Editorial : Démocratie piégée !

Angelo DOSSOUMOU 3 avril 2019

Dans les mémoires, l’épisode ‘‘Législatives 2019’’ résistera au temps. Pas parce que le respect des lois librement votées a fait défaut encore moins que les institutions de la République n’ont pas pleinement joué leur partition. Mais, l’évidence est désormais là. Dans l’une des démocraties les plus respectées de l’Afrique, un processus électoral s’en va bientôt donner son verdict sans l’essentiel à savoir : la compétition Opposition-Mouvance ou l’expression directe et réelle de la volonté populaire. Tombée dans le piège du dilatoire politique et victime de l’hypocrisie des intellectuels, la démocratie telle que pensée et pratiquée aujourd’hui au Bénin révèle qu’à certaines occasions, il lui faut un supplément d’âme.
Tout de suite, appelons-le ‘‘Consensus’’. Mais surtout, rassurons-nous qu’il est de ceux qui ne font pas entorse à la légalité, n’appelle pas, à tort et à travers, aux mesures d’exception et ne laisse pas définitivement en marge de la construction de l’édifice national, les victimes de la dictature de la majorité ou encore du blocage machiavélique de la minorité. Finalement, à vouloir d’une chose et de son contraire par ici, les exigences du jeu démocratique, devant la mauvaise foi des acteurs politiques, s’écroulent comme un château de cartes. Aussi, à voir de plus près, quand un système politique s’assimile durablement à une machine à exclusion ou à contestation de façon systématique, ce serait difficile de ne pas lui retirer la précieuse étiquette de ‘‘Démocratie’’.

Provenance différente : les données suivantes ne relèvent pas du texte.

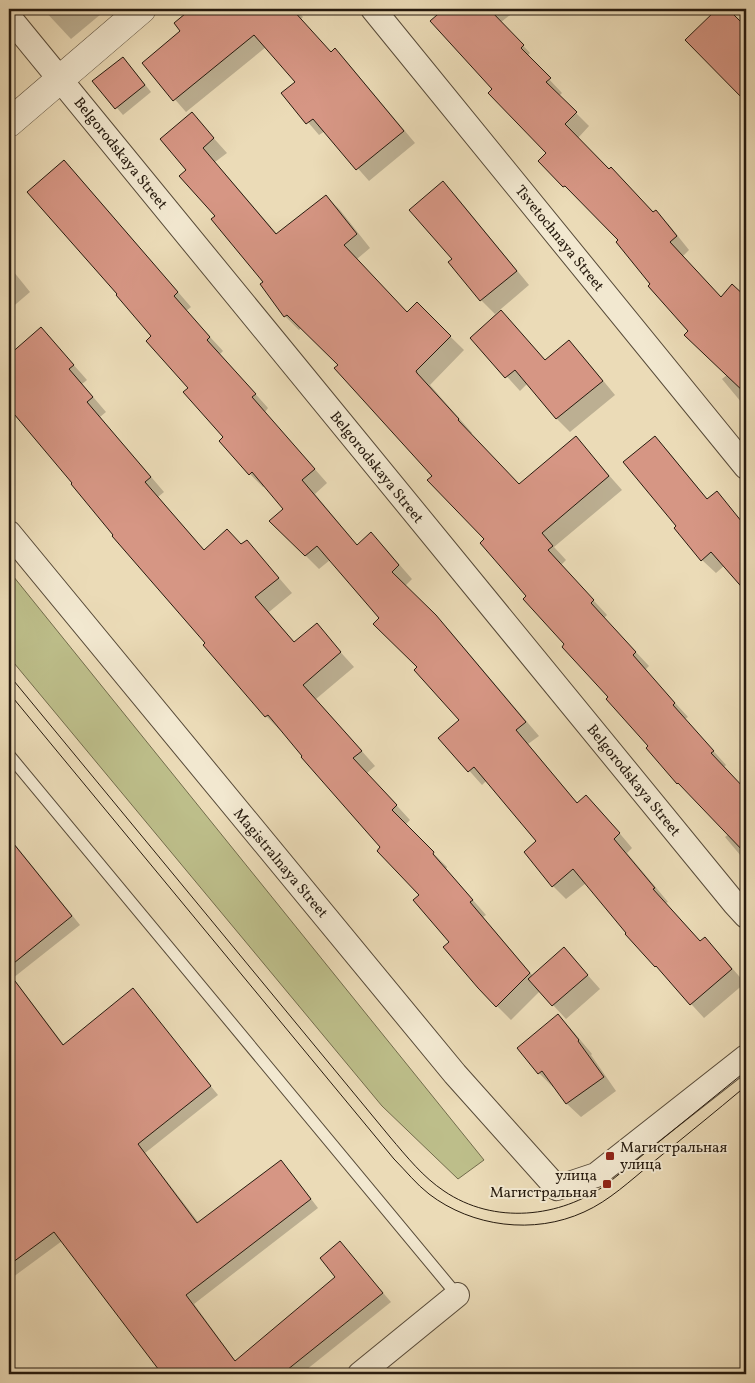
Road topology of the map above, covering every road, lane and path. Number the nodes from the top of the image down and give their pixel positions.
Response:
1 (142, 9) edge
2 (373, 9) edge
3 (9, 17) edge
4 (60, 78) junction
5 (9, 123) edge
6 (746, 467) edge
7 (9, 533) edge
8 (9, 755) edge
9 (746, 916) edge
10 (746, 1057) edge
11 (457, 1295) joint
12 (360, 1374) edge

1 - 4 street
2 - 6 street, Tsvetochnaya Street
3 - 4 street, Belgorodskaya Street
4 - 5 street
4 - 9 street, Belgorodskaya Street
7 - 10 street, Magistralnaya Street
8 - 11 lane
11 - 12 street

En somme, avec des traquenards sciemment posés et des cales tous azimuts, il est certain que le régime politique pratiqué est tout sauf ‘‘le pouvoir du peuple, par le peuple et pour le peuple’’. Certes, l’excuse d’une nouvelle donne qui bouscule les habitudes et fait ramer les étourdis à contre-courant peut prévaloir. Mais, après une minutieuse étude de l’inexplicable situation électorale, l’élément capital à mettre en exergue, dans l’optique de la sauvegarde des vertus démocratiques, c’est la bonne foi des acteurs. A ce sujet, autant on peut blâmer un camp imperméable aux critiques et aux pertinentes observations de ses contradicteurs, autant il faut reconnaître que l’utilisation abusive de la formule diabolisation ne laissait aucune place à une synergie d’actions à des moments précis.
Conséquence, piégée et pris en otage par des geôliers particuliers, notre démocratie avait une double nature. Et forcément, du miroir de l’opposition, son reflet donnait à voir l’image d’une jeune violée et descendue de son piédestal. Par contre, c’est cette même démocratie, pleine de vigueur et qui affiche son plus beau sourire qu’admirent les soutiens de la Rupture et d’un nouvel ordre dans la gouvernance du pays. Alors, comme on peut le constater, à chacun son appréciation du charme que dégage notre démocratie. Mais quand, au vu et au su de tout le monde, il accumule des rides, c’est clair qu’il lui faut des soins appropriés et une attention de tous les instants.
En premier lieu, il faudra faire en sorte que devant les velléités de blocage, quelle qu’en soit la nature, la démocratie ne bégaie plus. Ensuite, qu’au-delà du principe qui veut que ça soit la loi de la majorité qui généralement l’emporte, que la plus large ouverture soit faite pour le consensus. Nous sommes en politiques et c’est peut-être la pire des illusions. Mais quand la démocratie et la politique se tirent dans les pattes, on ne perd rien à se poser les bonnes questions. Essayons toujours.